[R] cch function and time dependent covariates
Thomas Lumley
tlumley at u.washington.edu
Sun Jun 15 17:40:51 CEST 2008
cch() does not allow for multiple records per person (as it says), and so doesn't allow for time-dependent covariates.
-thomas
On Thu, 12 Jun 2008, Jin Wang wrote:
> same subject id has to be multiple in mutiple times like following format,
> Multiple records per id not allowed in cch()
> so it's difficult to use cch() for time dependent covariate. Maybe coxph()
> is alternative, but seems difficult because coxph() and cch() return
> different estimate for same data "nwtco" even without time-dependent
> covariates.
>
> id start end event
> 1 3 4
> 1 4 5
> 1 5 6 1
> 2 2 3
> 2 3 4
> 2 4 5
> 2 5 6 1
> I use the time-dependent covariates data "Rossi" in
> http://socserv.mcmaster.ca/jfox/Books/Companion/appendix-cox-regression.pdf
> I rebuild new case cohort data with time dependent variable based on Rossi
> data
> sc<-sample(c(TRUE,FALSE,FALSE,FALSE,FALSE,FALSE), 432, replace = TRUE)
> str(Rossi)
> Rossi1<-cbind(Rossi,sc)
> Rossi2<-cbind(seqno,Rossi1)
> subcoh1 <- Rossi2$sc
> selccoh1 <- with(Rossi2, arrest.time==1|subcoh1==1)
> ccoh1.data <- Rossi2[selccoh1,]
> ccoh1.data$subcohort <- subcoh1[selccoh1]
> str(ccoh1.data)
> ccoh1.data.fold <- fold(ccoh1.data, time='week',
> event='arrest', cov=12:63, cov.names='employed')
> str(ccoh1.data.fold)
> ccoh1.data.fold$sc<-as.logical(ccoh1.data.fold$sc)

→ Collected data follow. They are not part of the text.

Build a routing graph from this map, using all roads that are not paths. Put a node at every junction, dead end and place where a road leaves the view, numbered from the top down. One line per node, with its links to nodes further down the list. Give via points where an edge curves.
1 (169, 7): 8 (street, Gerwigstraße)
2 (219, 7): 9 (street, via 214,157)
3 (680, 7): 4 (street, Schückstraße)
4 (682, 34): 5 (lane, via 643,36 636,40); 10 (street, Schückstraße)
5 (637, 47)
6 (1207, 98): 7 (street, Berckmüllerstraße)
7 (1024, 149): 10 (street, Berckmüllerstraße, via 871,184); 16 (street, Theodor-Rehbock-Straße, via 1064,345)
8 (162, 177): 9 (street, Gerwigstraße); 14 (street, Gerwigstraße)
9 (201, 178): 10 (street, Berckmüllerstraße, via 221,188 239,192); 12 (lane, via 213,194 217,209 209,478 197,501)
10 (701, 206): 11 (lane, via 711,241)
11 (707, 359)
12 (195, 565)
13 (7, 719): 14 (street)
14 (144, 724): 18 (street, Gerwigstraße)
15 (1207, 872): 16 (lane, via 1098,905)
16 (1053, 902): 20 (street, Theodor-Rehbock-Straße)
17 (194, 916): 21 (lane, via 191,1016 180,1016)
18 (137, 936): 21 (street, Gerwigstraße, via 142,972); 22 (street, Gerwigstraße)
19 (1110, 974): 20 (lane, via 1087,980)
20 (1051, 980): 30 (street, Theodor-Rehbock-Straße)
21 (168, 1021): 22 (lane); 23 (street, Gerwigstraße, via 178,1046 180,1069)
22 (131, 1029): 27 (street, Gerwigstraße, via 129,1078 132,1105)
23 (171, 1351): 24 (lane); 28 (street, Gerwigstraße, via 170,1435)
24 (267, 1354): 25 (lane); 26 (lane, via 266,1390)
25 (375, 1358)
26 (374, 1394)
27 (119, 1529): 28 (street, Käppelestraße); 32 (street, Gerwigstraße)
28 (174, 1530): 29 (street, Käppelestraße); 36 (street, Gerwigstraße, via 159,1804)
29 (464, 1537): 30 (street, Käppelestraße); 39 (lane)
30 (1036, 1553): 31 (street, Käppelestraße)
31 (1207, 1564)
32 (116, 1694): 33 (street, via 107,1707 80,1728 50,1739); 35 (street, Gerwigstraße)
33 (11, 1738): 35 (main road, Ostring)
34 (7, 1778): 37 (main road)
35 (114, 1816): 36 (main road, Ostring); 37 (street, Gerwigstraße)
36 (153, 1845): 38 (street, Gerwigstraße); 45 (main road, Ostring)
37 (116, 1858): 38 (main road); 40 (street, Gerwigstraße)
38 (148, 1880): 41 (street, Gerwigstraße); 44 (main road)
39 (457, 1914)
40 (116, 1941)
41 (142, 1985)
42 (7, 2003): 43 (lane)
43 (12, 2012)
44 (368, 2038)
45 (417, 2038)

> ccoh1.data.fold$subcohort<-as.logical(ccoh1.data.fold$subcohort)
> fit1.allison.2 <- cch(Surv(start, stop, arrest.time) ~
> fin + age + race + wexp + mar + paro + prio + employed,
> data=ccoh1.data.fold,subcoh=~subcohort,id=~seqno,cohort.size=19809)
> history(1000)
>
>> fit1.allison.2 <- cch(Surv(start, stop, arrest.time) ~
> + fin + age + race + wexp + mar + paro + prio + employed,
> + data=ccoh1.data.fold,subcoh=~subcohort,id=~seqno,cohort.size=19809)
> Error in cch(Surv(start, stop, arrest.time) ~ fin + age + race + wexp + :
> Multiple records per id not allowed
> =======================================================================
>
> 2008/6/12 Jin Wang <jinwang25 at gmail.com>:
>
>> I tried your alternative method on the example in cch() description manual.

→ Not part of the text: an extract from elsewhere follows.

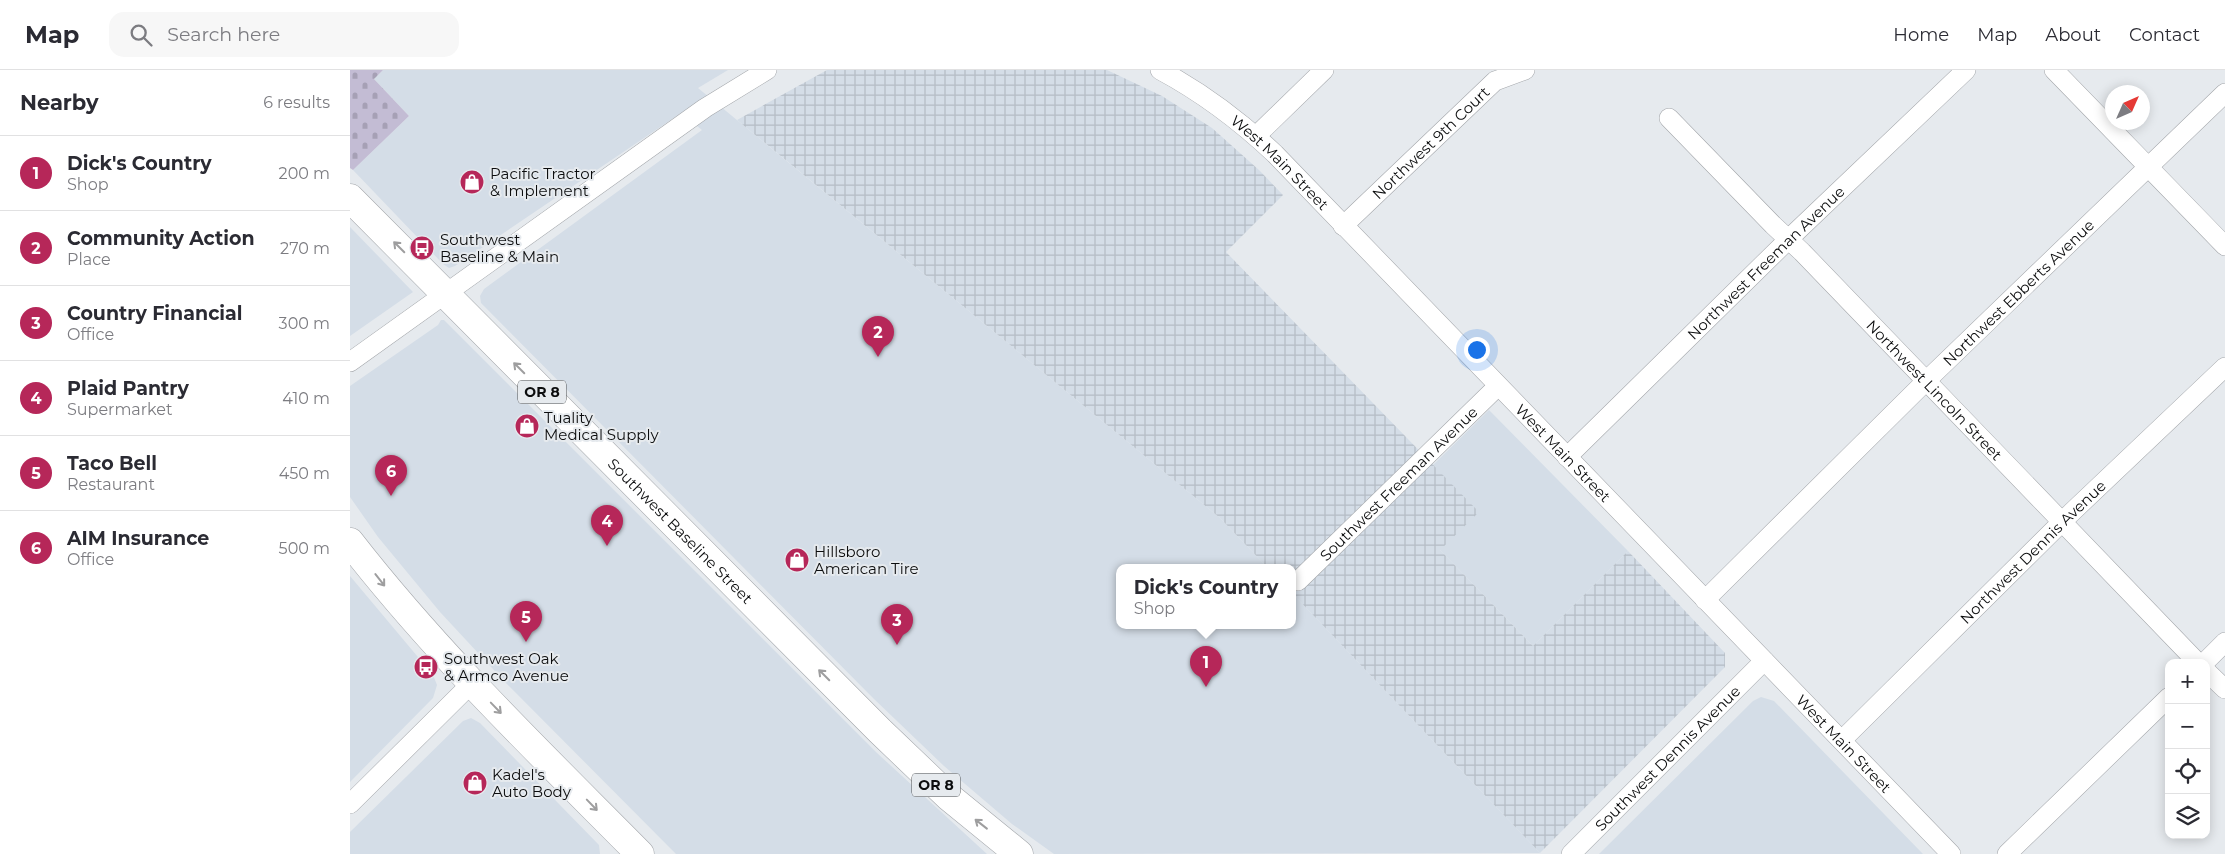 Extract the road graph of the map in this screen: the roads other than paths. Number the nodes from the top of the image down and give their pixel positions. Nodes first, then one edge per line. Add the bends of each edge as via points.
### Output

>> The example data "nwtco" has not time-dependent covariates yet. I test cch()
>> and coxph() on the same data. But the estimation result is different. I
>> don't know if I did anything wrong.
>>
>> subcoh <- nwtco$in.subcohort
>> selccoh <- with(nwtco, rel==1|subcoh==1)
>> ccoh.data <- nwtco[selccoh,]
>> ccoh.data$subcohort <- subcoh[selccoh]
>> ## central-lab histology
>> ccoh.data$histol <- factor(ccoh.data$histol,labels=c("FH","UH"))
>> ## tumour stage
>> ccoh.data$stage <- factor(ccoh.data$stage,labels=c("I","II","III","IV"))
>> ccoh.data$age <- ccoh.data$age/12 # Age in years
>> fit.ccSP <- cch(Surv(edrel, rel) ~ stage + histol + age, data =ccoh.data,
>> subcoh = ~subcohort, id=~seqno, cohort.size=4028, method="SelfPren")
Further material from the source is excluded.